__TASK PROMPT__. Report back each line of the records that contains the string "Springbank".

(Collected data)

——————————

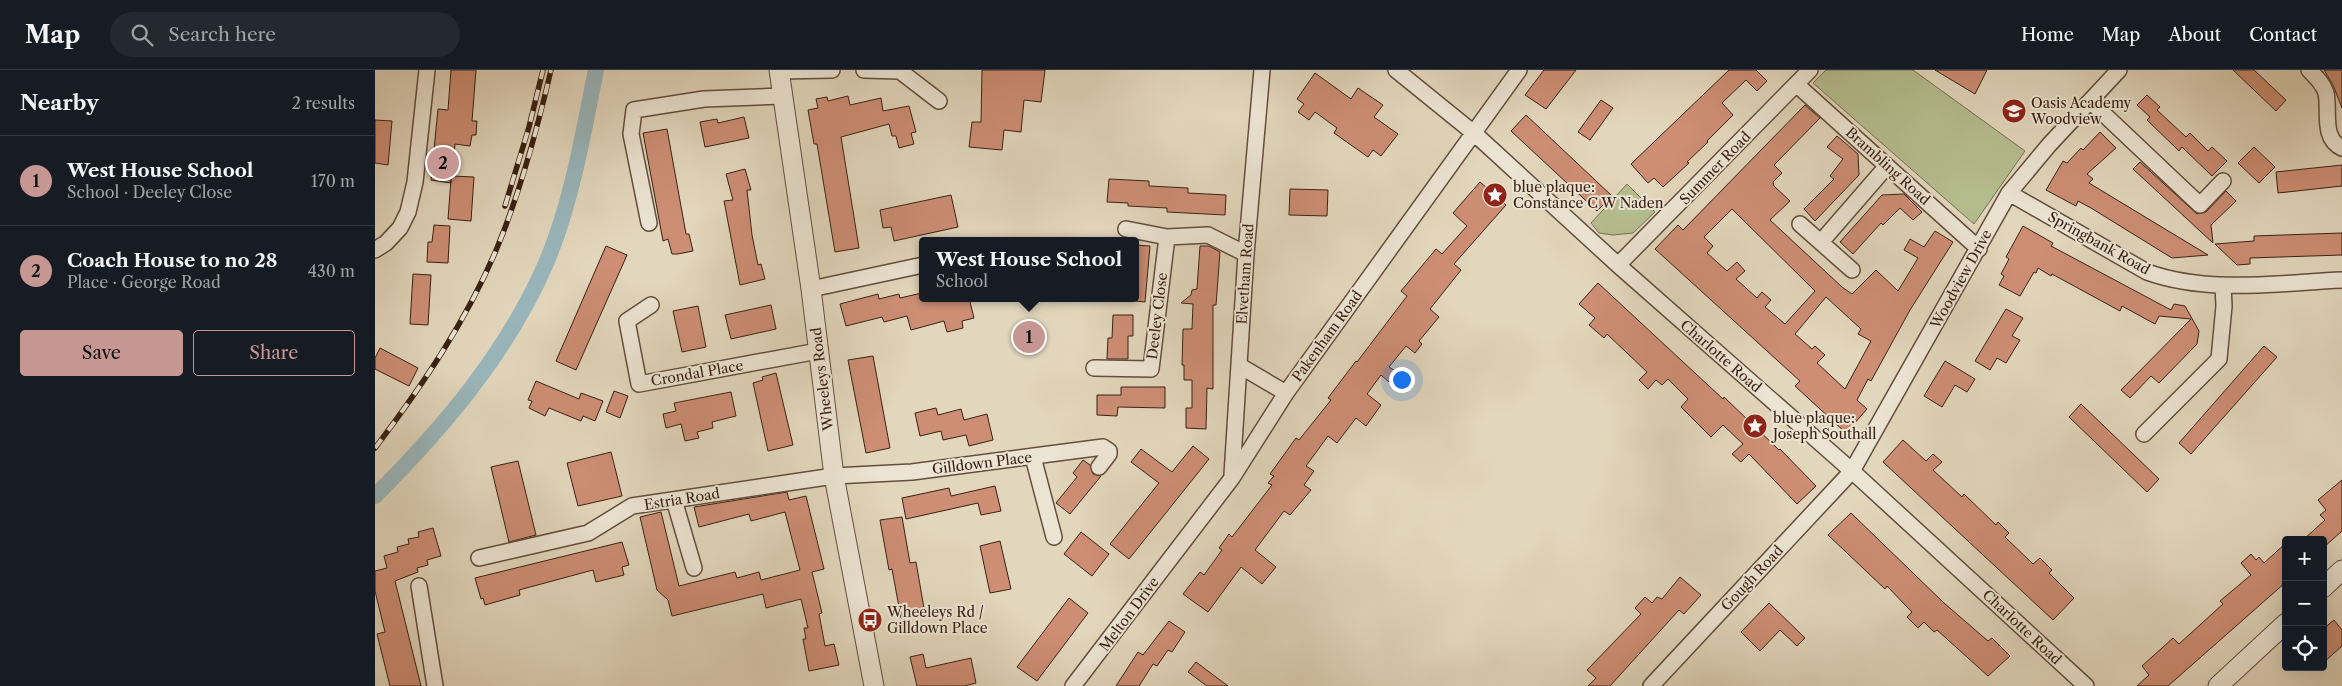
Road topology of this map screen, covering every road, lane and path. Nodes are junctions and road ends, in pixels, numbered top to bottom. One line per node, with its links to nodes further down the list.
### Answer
1 (427, 70): 26 (street)
2 (779, 70): 3 (street); 12 (street, Wheeleys Road)
3 (832, 70)
4 (864, 70): 13 (street)
5 (1262, 70): 27 (street, Elvetham Road)
6 (1396, 70): 15 (street, Charlotte Road)
7 (1519, 70): 15 (street, Pakenham Road)
8 (1810, 70): 11 (street, Summer Road)
9 (2119, 70): 14 (street, Woodview Drive)
10 (2309, 70): 16 (street)
11 (1796, 84): 17 (street, Brambling Road); 28 (street, Summer Road)
12 (782, 96): 20 (street); 33 (street, Wheeleys Road)
13 (939, 101)
14 (2090, 101): 18 (street); 19 (street, Woodview Drive)
15 (1475, 134): 28 (street, Charlotte Road); 38 (street, Pakenham Road)
16 (2342, 148)
17 (1887, 166): 24 (street); 25 (street, Brambling Road)
18 (2223, 181)
19 (2009, 193): 25 (street, Woodview Drive); 32 (street, Springbank Road)
20 (649, 223)
21 (1800, 224): 24 (street)
22 (1126, 229): 23 (street)
23 (1167, 236): 27 (street); 37 (street, Deeley Close)
24 (1821, 242): 30 (street)
25 (1979, 249): 42 (street, Woodview Drive)
26 (375, 250)
27 (1246, 254): 36 (street, Elvetham Road)
28 (1618, 265): 42 (street, Charlotte Road)
29 (919, 266): 33 (street)
30 (1852, 270)
31 (2342, 280): 32 (street, Springbank Road)
32 (2223, 285): 39 (street)
33 (811, 289): 35 (street, Wheeleys Road)
34 (651, 305): 35 (street, Crondal Place)
35 (818, 351): 43 (street, Wheeleys Road)
36 (1240, 366): 38 (street); 44 (street, Elvetham Road)
37 (1094, 368)
38 (1286, 393): 44 (street, Pakenham Road)
39 (2144, 434)
40 (1033, 457): 41 (street, Gilldown Place); 43 (street, Gilldown Place); 46 (street)
41 (1099, 467)
42 (1852, 471): 57 (street, Gough Road); 58 (street, Charlotte Road)
43 (834, 476): 45 (street, Estria Road); 55 (street, Wheeleys Road)
44 (1232, 478): 47 (street, Pakenham Road)
45 (674, 500): 48 (street, Estria Road); 49 (street)
46 (1054, 537)
47 (1183, 540): 56 (street, Melton Drive)
48 (479, 558)
49 (694, 568)
50 (2342, 570): 51 (street)
51 (2327, 584)
52 (419, 586): 54 (street)
53 (2283, 626): 59 (street)
54 (435, 686)
55 (874, 686)
56 (1073, 686)
57 (1651, 686)
58 (2086, 686)
59 (2218, 686)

——————————

__EXPECTED ANSWER__.
19 (2009, 193): 25 (street, Woodview Drive); 32 (street, Springbank Road)
31 (2342, 280): 32 (street, Springbank Road)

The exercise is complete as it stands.